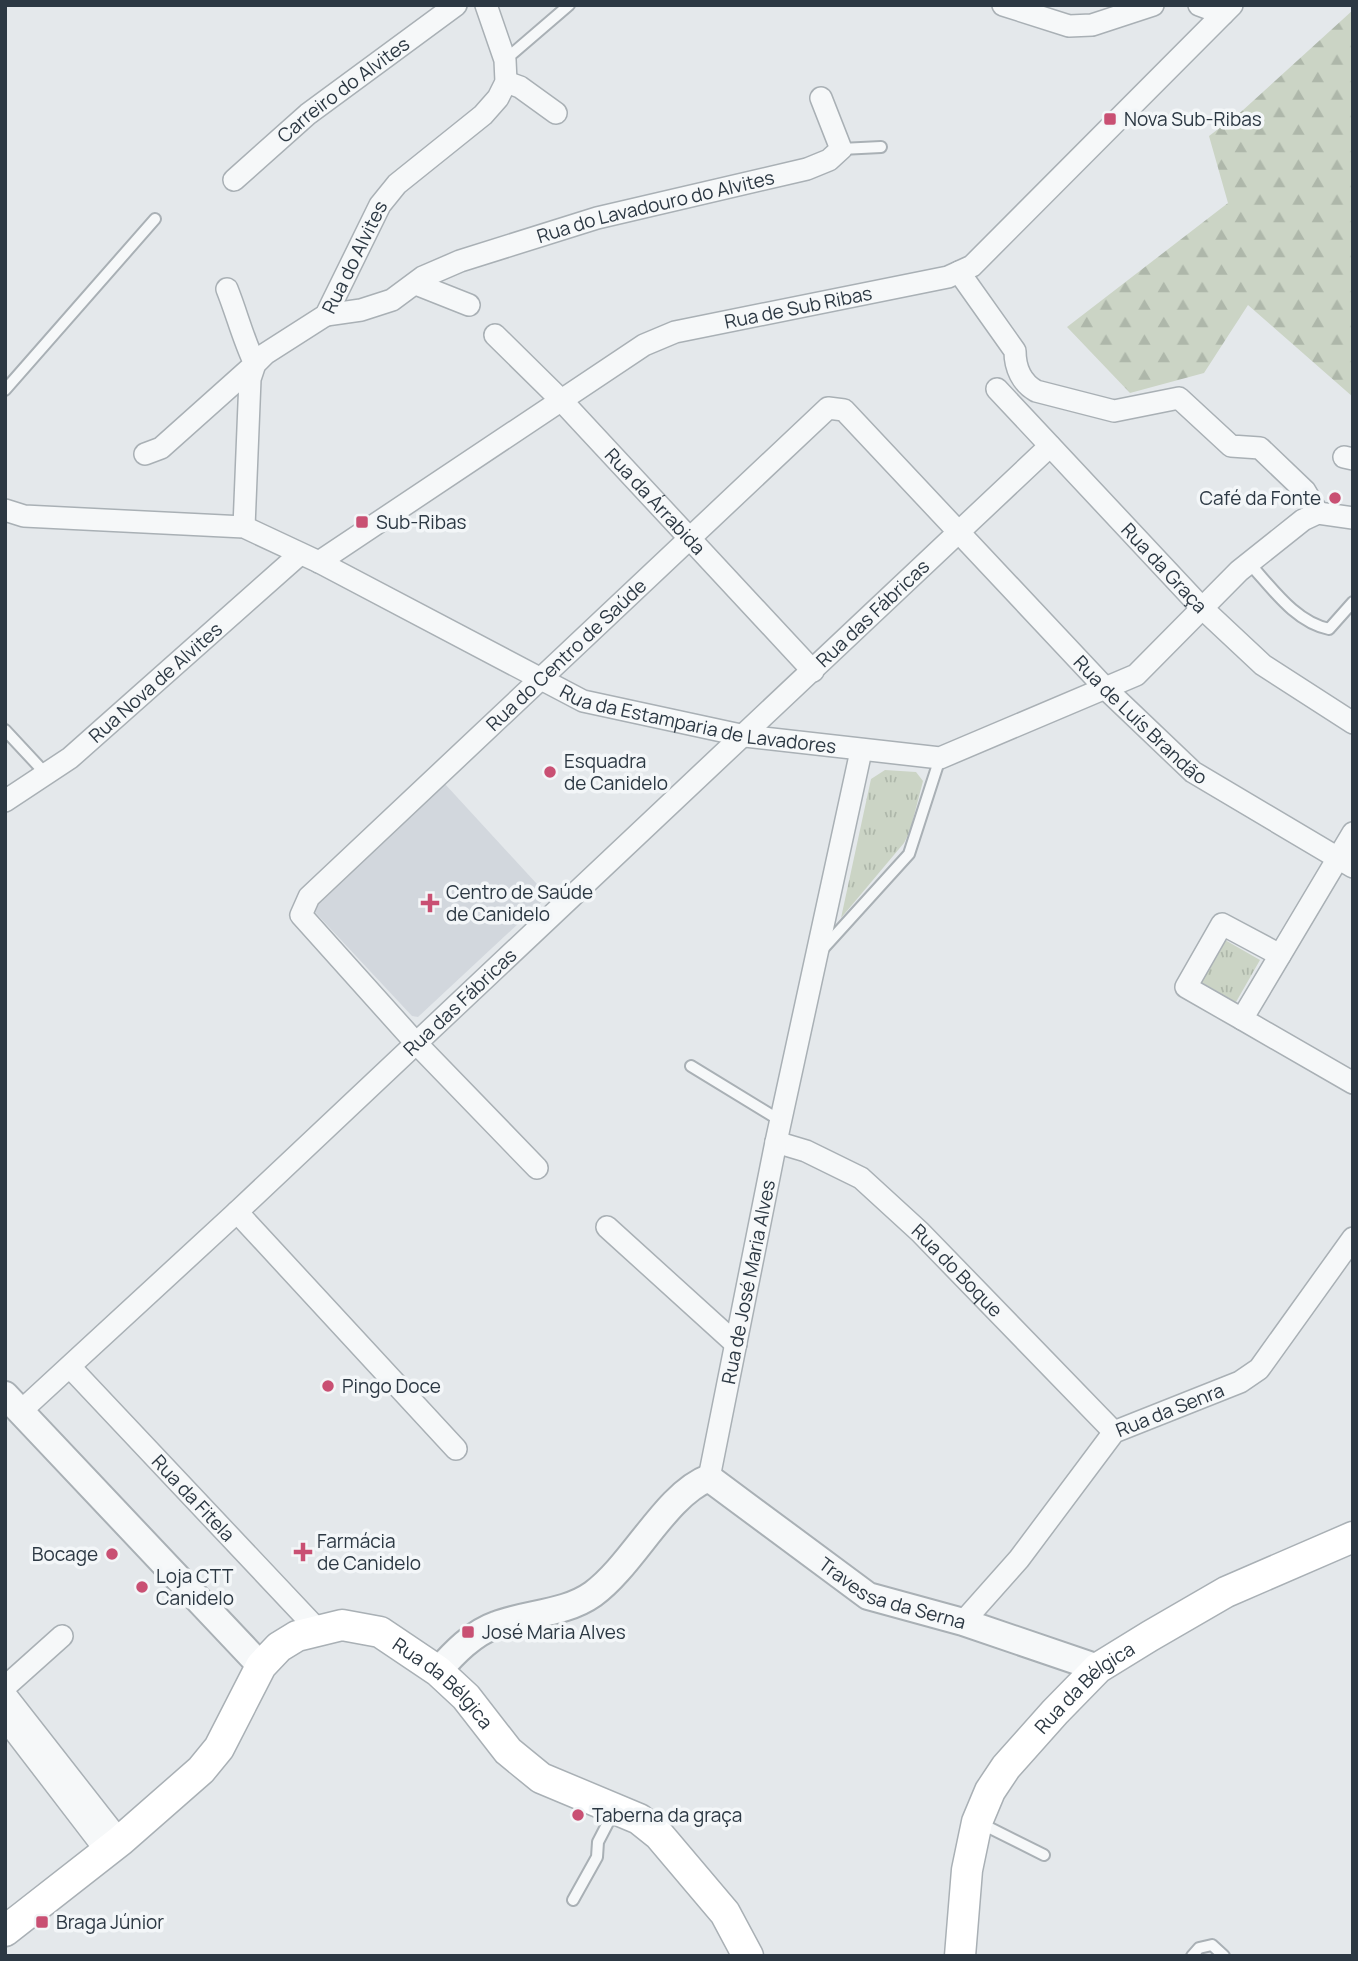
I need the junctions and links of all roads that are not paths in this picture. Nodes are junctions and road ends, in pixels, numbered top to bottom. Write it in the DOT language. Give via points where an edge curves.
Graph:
graph roads {
  1 [pos="456,5"];
  2 [pos="486,5"];
  3 [pos="569,5"];
  4 [pos="1003,5"];
  5 [pos="1153,5"];
  6 [pos="1199,5"];
  7 [pos="1228,10"];
  8 [pos="505,60"];
  9 [pos="506,82"];
  10 [pos="821,98"];
  11 [pos="556,113"];
  12 [pos="881,147"];
  13 [pos="841,149"];
  14 [pos="234,180"];
  15 [pos="155,219"];
  16 [pos="959,272"];
  17 [pos="416,284"];
  18 [pos="227,289"];
  19 [pos="469,305"];
  20 [pos="326,314"];
  21 [pos="495,335"];
  22 [pos="255,364"];
  23 [pos="5,390"];
  24 [pos="997,390"];
  25 [pos="561,400"];
  26 [pos="1050,446"];
  27 [pos="145,454"];
  28 [pos="5,510"];
  29 [pos="1318,513"];
  30 [pos="1353,518"];
  31 [pos="244,527"];
  32 [pos="958,533"];
  33 [pos="688,538"];
  34 [pos="310,558"];
  35 [pos="1249,563"];
  36 [pos="1353,602"];
  37 [pos="1201,607"];
  38 [pos="813,671"];
  39 [pos="537,679"];
  40 [pos="1107,690"];
  41 [pos="1353,723"];
  42 [pos="5,730"];
  43 [pos="745,736"];
  44 [pos="861,751"];
  45 [pos="940,758"];
  46 [pos="46,774"];
  47 [pos="5,800"];
  48 [pos="1353,833"];
  49 [pos="1345,863"];
  50 [pos="819,954"];
  51 [pos="1280,955"];
  52 [pos="1241,1019"];
  53 [pos="415,1042"];
  54 [pos="691,1066"];
  55 [pos="1353,1083"];
  56 [pos="781,1121"];
  57 [pos="776,1143"];
  58 [pos="537,1168"];
  59 [pos="237,1212"];
  60 [pos="607,1227"];
  61 [pos="1353,1238"];
  62 [pos="736,1344"];
  63 [pos="70,1367"];
  64 [pos="13,1403"];
  65 [pos="1114,1432"];
  66 [pos="456,1449"];
  67 [pos="709,1478"];
  68 [pos="1353,1537"];
  69 [pos="963,1622"];
  70 [pos="317,1629"];
  71 [pos="62,1636"];
  72 [pos="261,1666"];
  73 [pos="1098,1668"];
  74 [pos="438,1671"];
  75 [pos="5,1687"];
  76 [pos="5,1694"];
  77 [pos="5,1719"];
  78 [pos="615,1809"];
  79 [pos="977,1822"];
  80 [pos="113,1846"];
  81 [pos="1044,1855"];
  82 [pos="573,1900"];
  83 [pos="5,1930"];
  84 [pos="748,1956"];
  85 [pos="960,1956"];
  86 [pos="1192,1956"];
  87 [pos="1224,1956"];
  1 -- 14 [label="street, Carreiro do Alvites" via="308,114"];
  2 -- 8 [label="street"];
  3 -- 8 [label="lane"];
  4 -- 5 [label="street" via="1069,26 1092,25"];
  6 -- 7 [label="street"];
  7 -- 16 [label="street, Rua de Sub Ribas" via="972,267"];
  8 -- 9 [label="street"];
  9 -- 11 [label="street"];
  9 -- 20 [label="street, Rua do Alvites" via="483,115 397,184 380,205"];
  10 -- 13 [label="street"];
  12 -- 13 [label="lane"];
  13 -- 17 [label="street, Rua do Lavadouro do Alvites" via="807,169 597,218 460,261"];
  15 -- 23 [label="lane"];
  16 -- 25 [label="street, Rua de Sub Ribas" via="675,332 644,345"];
  16 -- 29 [label="street" via="1015,351 1015,364 1025,384 1036,391 1114,411 1179,398 1231,446 1260,448 1305,491"];
  17 -- 19 [label="street"];
  17 -- 20 [label="street, Rua do Lavadouro do Alvites" via="392,300"];
  18 -- 22 [label="street"];
  20 -- 22 [label="street, Rua do Alvites"];
  21 -- 25 [label="street, Rua da Árrabida"];
  22 -- 27 [label="street, Rua do Alvites" via="161,448"];
  22 -- 31 [label="street" via="250,379"];
  24 -- 26 [label="street, Rua da Graça"];
  25 -- 33 [label="street, Rua da Árrabida"];
  25 -- 34 [label="street, Rua de Sub Ribas"];
  26 -- 32 [label="street, Rua das Fábricas"];
  26 -- 37 [label="street, Rua da Graça"];
  28 -- 31 [label="street, Rua da Estamparia de Lavadores" via="24,516"];
  29 -- 30 [label="street"];
  29 -- 35 [label="street, Rua da Estamparia de Lavadores"];
  31 -- 34 [label="street, Rua da Estamparia de Lavadores"];
  32 -- 33 [label="street, Rua do Centro de Saúde" via="844,410 828,408"];
  32 -- 38 [label="street, Rua das Fábricas"];
  32 -- 40 [label="street, Rua de Luís Brandão"];
  33 -- 38 [label="street, Rua da Árrabida"];
  33 -- 39 [label="street, Rua do Centro de Saúde"];
  34 -- 39 [label="street, Rua da Estamparia de Lavadores"];
  34 -- 46 [label="street, Rua Nova de Alvites"];
  35 -- 36 [label="lane" via="1315,626 1329,629"];
  35 -- 37 [label="street, Rua da Estamparia de Lavadores"];
  37 -- 40 [label="street, Rua da Estamparia de Lavadores" via="1136,676"];
  37 -- 41 [label="street, Rua da Graça" via="1263,665"];
  38 -- 43 [label="street, Rua das Fábricas"];
  39 -- 43 [label="street, Rua da Estamparia de Lavadores" via="583,701"];
  39 -- 53 [label="street, Rua do Centro de Saúde" via="309,897 301,915"];
  40 -- 45 [label="street, Rua da Estamparia de Lavadores"];
  40 -- 49 [label="street, Rua de Luís Brandão" via="1193,772"];
  42 -- 46 [label="lane"];
  43 -- 44 [label="street, Rua da Estamparia de Lavadores"];
  43 -- 53 [label="street, Rua das Fábricas"];
  44 -- 45 [label="street, Rua da Estamparia de Lavadores"];
  44 -- 50 [label="street, Rua de José Maria Alves"];
  45 -- 50 [label="lane" via="909,854"];
  46 -- 47 [label="street, Rua Nova de Alvites"];
  48 -- 49 [label="street"];
  49 -- 51 [label="street"];
  50 -- 56 [label="street, Rua de José Maria Alves"];
  51 -- 52 [label="street"];
  51 -- 52 [label="street" via="1222,923 1186,987"];
  52 -- 55 [label="street"];
  53 -- 58 [label="street"];
  53 -- 59 [label="street, Rua das Fábricas"];
  54 -- 56 [label="lane"];
  56 -- 57 [label="street, Rua de José Maria Alves"];
  57 -- 62 [label="street, Rua de José Maria Alves"];
  57 -- 65 [label="street, Rua do Boque" via="806,1151 861,1178 920,1232"];
  59 -- 63 [label="street, Rua das Fábricas"];
  59 -- 66 [label="street"];
  60 -- 62 [label="street"];
  61 -- 65 [label="street, Rua da Senra" via="1259,1369 1240,1382"];
  62 -- 67 [label="street, Rua de José Maria Alves"];
  63 -- 64 [label="street, Rua das Fábricas"];
  63 -- 70 [label="street, Rua da Fitela"];
  64 -- 72 [label="street"];
  65 -- 69 [label="street, Rua da Senra" via="1019,1559"];
  67 -- 69 [label="street, Travessa da Serna" via="868,1596"];
  67 -- 74 [label="street" via="696,1482 591,1596 570,1606 495,1625 474,1637"];
  68 -- 73 [label="main road, Rua da Bélgica" via="1226,1592"];
  69 -- 73 [label="street, Travessa da Serna"];
  70 -- 72 [label="main road, Rua da Bélgica" via="279,1647"];
  70 -- 74 [label="main road, Rua da Bélgica" via="342,1625 380,1632"];
  71 -- 75 [label="street"];
  72 -- 80 [label="main road, Rua da Bélgica" via="219,1748 201,1770"];
  73 -- 79 [label="main road, Rua da Bélgica" via="1006,1767 989,1791"];
  74 -- 78 [label="main road, Rua da Bélgica" via="466,1697 522,1765 555,1786"];
  76 -- 80 [label="street"];
  77 -- 80 [label="street"];
  78 -- 82 [label="lane" via="598,1842 597,1857"];
  78 -- 84 [label="main road, Rua da Bélgica" via="639,1819 659,1835 717,1901"];
  79 -- 81 [label="lane"];
  79 -- 85 [label="main road, Rua da Bélgica" via="967,1870"];
  80 -- 83 [label="main road, Rua da Bélgica"];
  86 -- 87 [label="lane" via="1199,1948 1212,1945"];
}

▸ REQUIRED ACTION
List all lines above in which the string "Luís" appears.

▸ WRITTEN SOLUTION
  32 -- 40 [label="street, Rua de Luís Brandão"];
  40 -- 49 [label="street, Rua de Luís Brandão" via="1193,772"];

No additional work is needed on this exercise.